Kokomo Town Center
- Location: Kokomo, Indiana
- Coordinates: 40°27′50″N 86°06′37″W﻿ / ﻿40.463798°N 86.110305°W
- Address: 1700 East Boulevard
- Opening date: 1963 2014 renovated
- Developer: Edward J. DeBartolo, Sr.
- Owner: Veritas Realty
- Anchor tenants: 7 (6 open, 1 vacant by around October 2020)
- Floor area: 310,430 square feet (28,840 m^{2}) (original mall)
- Floors: 1
- Public transit: Kokomo City-Line Trolley

= Kokomo Town Center =

Kokomo Town Center, formerly Kokomo Mall, is an outdoor shopping mall in Kokomo, Indiana. Opened in 1963, the property was converted from an enclosed mall to an outdoor plaza in 2014. The plaza's stores are Gabe's, AMC Theatres, Robert Miller & Son Furniture, Momentum Clothing & Accessories, Classy Nails, CosmoProf, and T-Mobile.

==History==
Edward J. DeBartolo Corporation built Kokomo Mall in 1963. Anchor tenants included Montgomery Ward, H. P. Wasson and Company, and J. C. Penney. By the end of the decade, the mall was purchased by Novil-Novick Associates, who enclosed the formerly open-air mall.

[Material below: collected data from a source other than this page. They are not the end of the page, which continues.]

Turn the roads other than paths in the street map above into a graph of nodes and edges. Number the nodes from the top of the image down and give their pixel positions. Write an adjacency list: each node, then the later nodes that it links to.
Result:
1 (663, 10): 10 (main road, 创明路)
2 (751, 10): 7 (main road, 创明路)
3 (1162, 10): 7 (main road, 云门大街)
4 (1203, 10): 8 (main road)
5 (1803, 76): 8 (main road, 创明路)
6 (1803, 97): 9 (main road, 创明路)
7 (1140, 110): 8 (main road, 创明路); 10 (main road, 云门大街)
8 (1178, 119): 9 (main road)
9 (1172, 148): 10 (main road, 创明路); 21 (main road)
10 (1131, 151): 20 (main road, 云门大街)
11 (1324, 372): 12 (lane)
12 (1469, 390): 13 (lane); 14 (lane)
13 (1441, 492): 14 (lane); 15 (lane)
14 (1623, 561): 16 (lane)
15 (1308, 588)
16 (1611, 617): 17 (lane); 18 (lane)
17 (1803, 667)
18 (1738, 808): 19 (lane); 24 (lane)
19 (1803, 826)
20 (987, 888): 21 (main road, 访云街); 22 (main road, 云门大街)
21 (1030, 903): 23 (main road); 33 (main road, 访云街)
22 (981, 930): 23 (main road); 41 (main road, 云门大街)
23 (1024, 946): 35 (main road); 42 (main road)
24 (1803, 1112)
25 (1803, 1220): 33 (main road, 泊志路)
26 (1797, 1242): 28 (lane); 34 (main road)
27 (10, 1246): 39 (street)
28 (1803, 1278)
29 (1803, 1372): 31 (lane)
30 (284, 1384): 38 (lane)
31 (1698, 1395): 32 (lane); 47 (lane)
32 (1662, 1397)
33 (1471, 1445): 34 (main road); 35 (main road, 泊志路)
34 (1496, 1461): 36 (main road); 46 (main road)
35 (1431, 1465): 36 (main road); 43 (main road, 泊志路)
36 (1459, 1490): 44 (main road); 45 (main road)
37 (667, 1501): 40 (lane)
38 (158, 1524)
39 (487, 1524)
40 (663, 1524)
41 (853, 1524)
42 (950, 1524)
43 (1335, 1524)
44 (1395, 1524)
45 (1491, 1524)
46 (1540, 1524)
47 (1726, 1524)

Several stores at the mall closed throughout the 1980s, starting with National Food and Wasson's in 1980, followed by Montgomery Ward in 1981, G. C. Murphy, and several other original stores, leaving only J. C. Penney as an anchor. Meis replaced the former Montgomery Ward in 1987. After Meis opened, Kokomo Mall Associates bought the mall in 1986 from West-Penn Realty and added several new stores, including Phar-Mor in the former Wasson's. Also, the mall interior was largely rebuilt, and new marble flooring was installed. Meis was bought out by Elder-Beerman in 1989.

In 1992, Manulife Real Estate acquired the mall. A year later, mall occupancy declined to 60 percent as tenants moved to other retail developments in Kokomo. Goody's Family Clothing opened an anchor store at the mall in 1998, taking over several small spaces in the J. C. Penney wing.

By 2010, the mall was almost again empty after Goody's closed. Elder-Beerman's parent company, The Bon-Ton, closed the Kokomo Mall store in 2011 and replaced it with a Carson's at nearby Markland Mall. The space became Robert Miller & Son Furniture one year later, coinciding with mall renovations and a rename to Kokomo Town Center.

In 2014, part of the mall structure was demolished, leaving only the storefronts on the east side, plus the J. C. Penney and Robert Miller stores, and the long-abandoned Phar-Mor. The property is now owned by Veritas Realty.

On June 4, 2020, it was announced that JCPenney will be closing around October 2020 as part of a plan to close 154 stores nationwide. After JCPenney closes, Robert Miller & Son Furniture will be the only traditional anchor store left.

In August 2021, a Gabe's department store opened in the former JCPenney location.